>>
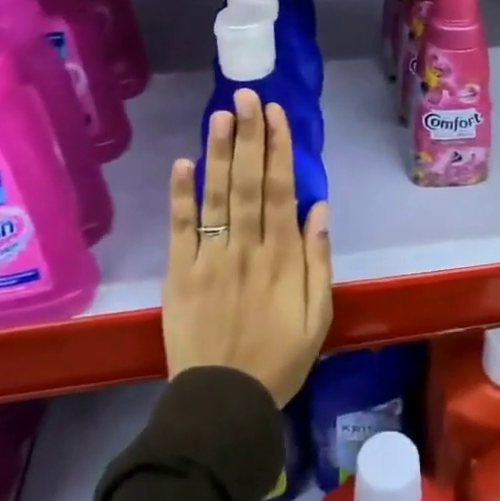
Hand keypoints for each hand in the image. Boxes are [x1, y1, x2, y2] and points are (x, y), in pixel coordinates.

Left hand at [163, 89, 333, 405]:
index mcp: (281, 257)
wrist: (223, 404)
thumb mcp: (317, 316)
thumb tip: (319, 208)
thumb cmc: (279, 359)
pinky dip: (181, 196)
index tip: (275, 114)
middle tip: (246, 96)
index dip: (277, 149)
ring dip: (218, 153)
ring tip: (220, 115)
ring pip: (216, 197)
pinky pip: (181, 230)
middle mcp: (246, 248)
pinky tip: (183, 163)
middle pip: (247, 183)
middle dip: (248, 137)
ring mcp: (210, 259)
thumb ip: (318, 260)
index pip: (280, 190)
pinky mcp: (180, 275)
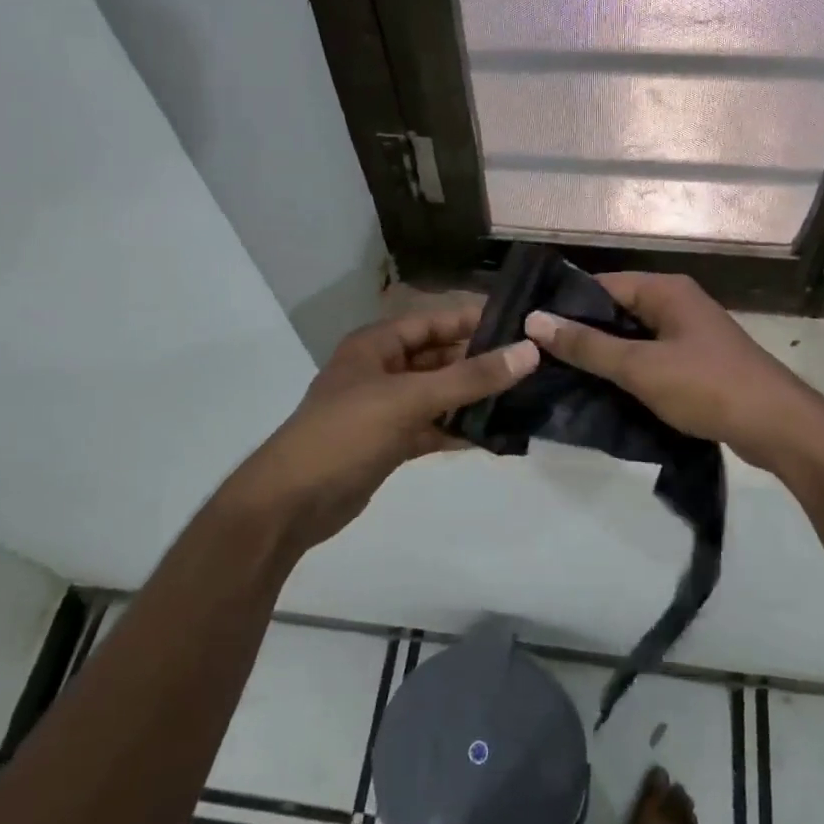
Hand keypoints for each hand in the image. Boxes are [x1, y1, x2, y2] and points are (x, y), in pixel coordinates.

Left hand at [223, 302, 537, 555]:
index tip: (521, 322)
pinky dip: (457, 430)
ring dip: (473, 397)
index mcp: (377, 345)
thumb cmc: (346, 434)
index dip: (473, 319)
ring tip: (523, 397)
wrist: (291, 503)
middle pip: (439, 357)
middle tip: (532, 364)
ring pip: (439, 394)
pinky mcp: (390, 442)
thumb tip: (529, 352)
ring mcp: (385, 408)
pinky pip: (432, 427)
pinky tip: (493, 435)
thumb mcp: (410, 398)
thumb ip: (470, 378)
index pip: (434, 321)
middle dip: (480, 361)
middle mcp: (382, 370)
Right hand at [524, 273, 823, 470]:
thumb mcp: (640, 367)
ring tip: (561, 376)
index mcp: (666, 290)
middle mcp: (677, 303)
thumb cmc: (707, 386)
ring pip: (633, 338)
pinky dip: (628, 371)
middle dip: (583, 333)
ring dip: (605, 356)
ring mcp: (689, 334)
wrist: (778, 426)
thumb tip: (535, 321)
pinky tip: (602, 392)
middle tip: (540, 357)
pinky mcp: (696, 362)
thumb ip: (587, 346)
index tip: (531, 330)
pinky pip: (651, 358)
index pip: (602, 286)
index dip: (566, 306)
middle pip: (617, 311)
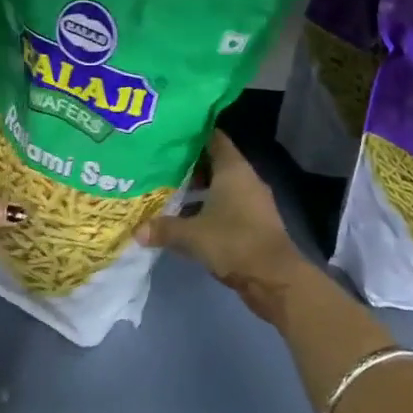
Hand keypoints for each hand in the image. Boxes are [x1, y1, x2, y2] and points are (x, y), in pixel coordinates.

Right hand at [142, 131, 308, 320]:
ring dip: (199, 188)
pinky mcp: (254, 222)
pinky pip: (227, 205)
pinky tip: (187, 218)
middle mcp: (245, 179)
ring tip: (169, 189)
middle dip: (190, 163)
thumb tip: (136, 231)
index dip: (193, 134)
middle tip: (160, 163)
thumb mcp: (192, 235)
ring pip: (221, 186)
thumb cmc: (234, 242)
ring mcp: (252, 202)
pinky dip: (209, 208)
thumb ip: (164, 229)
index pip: (213, 138)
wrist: (275, 279)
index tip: (169, 134)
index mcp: (233, 170)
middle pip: (216, 162)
<<
▶ What you have to do
Everything from the first line of the records through the line containing "middle tip: (246, 96)" should be reproduced exactly, apart from the pictures.

▶ Exercise solution
Hand keypoints for each hand in the image. Boxes are [x1, y1, x2, y2] and points are (x, y), in pixel coordinates.

Left hand at [163, 89, 333, 405]:
index mcp: (281, 257)
wrist: (223, 404)
thumb mcp: (317, 316)
thumb tip: (319, 208)
thumb cmc: (279, 359)
pinky dip: (181, 196)
index tip: (275, 114)
middle tip: (246, 96)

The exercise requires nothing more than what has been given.